Stored dataset items
..............................

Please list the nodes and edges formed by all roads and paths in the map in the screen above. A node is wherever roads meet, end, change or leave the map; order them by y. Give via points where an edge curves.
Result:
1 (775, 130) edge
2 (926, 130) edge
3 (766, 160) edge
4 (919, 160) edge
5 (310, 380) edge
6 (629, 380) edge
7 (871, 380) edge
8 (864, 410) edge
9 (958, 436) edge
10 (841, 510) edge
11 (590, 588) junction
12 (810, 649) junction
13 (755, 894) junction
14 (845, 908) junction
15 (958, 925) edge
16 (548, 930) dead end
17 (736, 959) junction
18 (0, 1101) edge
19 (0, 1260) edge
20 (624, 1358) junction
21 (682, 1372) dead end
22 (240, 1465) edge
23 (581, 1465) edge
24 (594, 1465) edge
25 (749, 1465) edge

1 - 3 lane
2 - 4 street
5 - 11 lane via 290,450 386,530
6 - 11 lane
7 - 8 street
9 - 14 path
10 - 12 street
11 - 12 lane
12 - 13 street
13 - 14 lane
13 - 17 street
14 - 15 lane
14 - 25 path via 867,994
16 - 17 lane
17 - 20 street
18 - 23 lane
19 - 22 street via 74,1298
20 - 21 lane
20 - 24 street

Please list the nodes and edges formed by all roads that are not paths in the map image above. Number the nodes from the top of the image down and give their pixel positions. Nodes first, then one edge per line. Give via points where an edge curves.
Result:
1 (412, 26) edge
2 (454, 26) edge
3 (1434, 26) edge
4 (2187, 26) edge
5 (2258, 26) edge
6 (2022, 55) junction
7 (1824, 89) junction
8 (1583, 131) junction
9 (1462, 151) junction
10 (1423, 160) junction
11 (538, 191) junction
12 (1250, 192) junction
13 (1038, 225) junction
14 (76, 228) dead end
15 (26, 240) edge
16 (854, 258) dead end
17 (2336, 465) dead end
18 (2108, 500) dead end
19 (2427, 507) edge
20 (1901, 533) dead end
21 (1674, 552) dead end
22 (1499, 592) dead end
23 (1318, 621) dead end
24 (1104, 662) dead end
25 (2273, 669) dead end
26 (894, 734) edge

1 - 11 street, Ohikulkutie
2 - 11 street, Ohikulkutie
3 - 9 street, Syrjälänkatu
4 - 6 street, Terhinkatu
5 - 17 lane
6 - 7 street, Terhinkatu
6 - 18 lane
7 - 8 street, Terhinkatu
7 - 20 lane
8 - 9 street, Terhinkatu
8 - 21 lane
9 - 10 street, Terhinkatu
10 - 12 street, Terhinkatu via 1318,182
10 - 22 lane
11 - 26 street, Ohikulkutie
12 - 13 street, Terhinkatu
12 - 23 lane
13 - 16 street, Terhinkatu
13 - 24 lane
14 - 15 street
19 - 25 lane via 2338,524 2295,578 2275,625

..............................

» What is being asked
Whenever a line in the data holds "nodes", copy that line.

» Written answer
Please list the nodes and edges formed by all roads and paths in the map in the screen above. A node is wherever roads meet, end, change or leave the map; order them by y. Give via points where an edge curves.
Please list the nodes and edges formed by all roads that are not paths in the map image above. Number the nodes from the top of the image down and give their pixel positions. Nodes first, then one edge per line. Give via points where an edge curves.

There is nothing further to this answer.